**PROBLEM TO WORK ON:**
Omit every picture. Return all other data as it stands.

(Dataset entries)

□ □ □ □ □

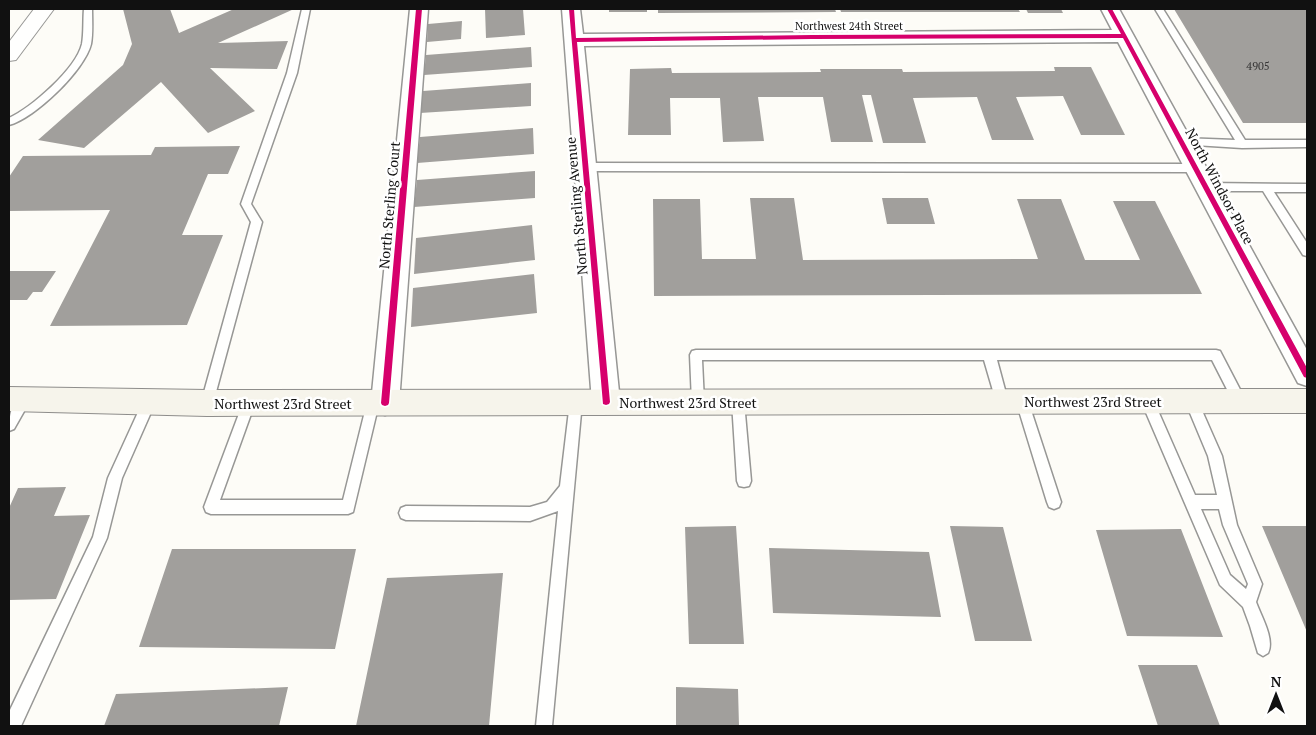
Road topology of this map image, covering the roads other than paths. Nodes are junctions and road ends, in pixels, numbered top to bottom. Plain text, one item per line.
1 (44, 9) edge
2 (88, 9) edge
3 (306, 9) edge
4 (419, 9) edge
5 (571, 9) edge
6 (1110, 9) edge
7 (1158, 9) edge
8 (1125, 36) junction
9 (574, 40) junction
10 (9, 55) edge
11 (9, 122) edge
12 (1182, 142) junction
13 (1242, 144) junction
14 (1307, 144) edge
15 (586, 167) junction
16 (1201, 177) junction
17 (1266, 188) junction
18 (1307, 188) edge
19 (1307, 252) edge
20 (989, 355) junction
21 (1307, 375) edge
22 (17, 399) edge
23 (1147, 401) junction
24 (1191, 401) junction
25 (1240, 401) junction
26 (1307, 401) edge
27 (150, 402) junction
28 (576, 402) junction
29 (606, 402) junction
30 (698, 402) junction
31 (738, 402) junction
32 (1012, 402) junction
33 (207, 403) junction
34 (249, 403) junction
35 (379, 403) junction
36 (9, 425) edge
37 (744, 481) dead end
38 (567, 488) junction
39 (1054, 502) dead end
40 (1191, 502) junction
41 (1225, 502) junction
42 (406, 513) dead end
43 (1248, 602) junction
44 (1263, 648) dead end
45 (9, 720) edge
46 (544, 726) edge

1 - 10 street
2 - 11 lane
3 - 33 lane
4 - 35 street, North Sterling Court
5 - 9 street, North Sterling Avenue
6 - 8 street, North Windsor Place
7 - 13 lane
8 - 9 street, Northwest 24th Street
8 - 12 street, North Windsor Place
9 - 15 street, North Sterling Avenue
12 - 13 lane
12 - 16 street, North Windsor Place
13 - 14 lane
15 - 16 lane
15 - 29 street, North Sterling Avenue
16 - 17 lane
16 - 21 street, North Windsor Place
17 - 18 lane
17 - 19 lane
20 - 25 lane
20 - 30 lane
20 - 32 lane
22 - 27 main road, Northwest 23rd Street
22 - 36 lane
23 - 24 main road, Northwest 23rd Street
23 - 32 main road, Northwest 23rd Street
23 - 40 lane
24 - 25 main road, Northwest 23rd Street
24 - 41 lane
25 - 26 main road, Northwest 23rd Street
27 - 33 main road, Northwest 23rd Street
27 - 45 lane
28 - 29 main road, Northwest 23rd Street
28 - 35 main road, Northwest 23rd Street
28 - 38 lane
29 - 30 main road, Northwest 23rd Street
30 - 31 main road, Northwest 23rd Street
31 - 32 main road, Northwest 23rd Street
31 - 37 lane
32 - 39 lane
33 - 34 main road, Northwest 23rd Street
34 - 35 main road, Northwest 23rd Street
34 - 35 lane
38 - 42 lane
38 - 46 lane
40 - 41 lane
40 - 43 lane
41 - 43 lane
43 - 44 lane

□ □ □ □ □

**EXERCISE ANSWER:**
Road topology of this map image, covering the roads other than paths. Nodes are junctions and road ends, in pixels, numbered top to bottom. Plain text, one item per line.
1 (44, 9) edge
2 (88, 9) edge
3 (306, 9) edge
4 (419, 9) edge
5 (571, 9) edge
6 (1110, 9) edge
7 (1158, 9) edge
8 (1125, 36) junction
9 (574, 40) junction
10 (9, 55) edge
11 (9, 122) edge
12 (1182, 142) junction
13 (1242, 144) junction
14 (1307, 144) edge
15 (586, 167) junction
16 (1201, 177) junction
17 (1266, 188) junction
18 (1307, 188) edge
19 (1307, 252) edge
20 (989, 355) junction
21 (1307, 375) edge
22 (17, 399) edge
23 (1147, 401) junction
24 (1191, 401) junction
25 (1240, 401) junction
26 (1307, 401) edge
27 (150, 402) junction
28 (576, 402) junction
29 (606, 402) junction
30 (698, 402) junction
31 (738, 402) junction
32 (1012, 402) junction
33 (207, 403) junction
34 (249, 403) junction
35 (379, 403) junction
36 (9, 425) edge
37 (744, 481) dead end
38 (567, 488) junction
39 (1054, 502) dead end
40 (1191, 502) junction
41 (1225, 502) junction
42 (406, 513) dead end
43 (1248, 602) junction
44 (1263, 648) dead end
45 (9, 720) edge
46 (544, 726) edge

1 - 10 street
2 - 11 lane
3 - 33 lane
4 - 35 street, North Sterling Court
5 - 9 street, North Sterling Avenue
6 - 8 street, North Windsor Place
7 - 13 lane
8 - 9 street, Northwest 24th Street
8 - 12 street, North Windsor Place
9 - 15 street, North Sterling Avenue
12 - 13 lane
12 - 16 street, North Windsor Place
13 - 14 lane
15 - 16 lane
15 - 29 street, North Sterling Avenue
16 - 17 lane
16 - 21 street, North Windsor Place
17 - 18 lane
17 - 19 lane
20 - 25 lane
20 - 30 lane
20 - 32 lane
22 - 27 main road, Northwest 23rd Street
22 - 36 lane
23 - 24 main road, Northwest 23rd Street
23 - 32 main road, Northwest 23rd Street
23 - 40 lane
24 - 25 main road, Northwest 23rd Street
24 - 41 lane
25 - 26 main road, Northwest 23rd Street
27 - 33 main road, Northwest 23rd Street
27 - 45 lane
28 - 29 main road, Northwest 23rd Street
28 - 35 main road, Northwest 23rd Street
28 - 38 lane
29 - 30 main road, Northwest 23rd Street
30 - 31 main road, Northwest 23rd Street
31 - 32 main road, Northwest 23rd Street
31 - 37 lane
32 - 39 lane
33 - 34 main road, Northwest 23rd Street
34 - 35 main road, Northwest 23rd Street
34 - 35 lane
38 - 42 lane
38 - 46 lane
40 - 41 lane
40 - 43 lane
41 - 43 lane
43 - 44 lane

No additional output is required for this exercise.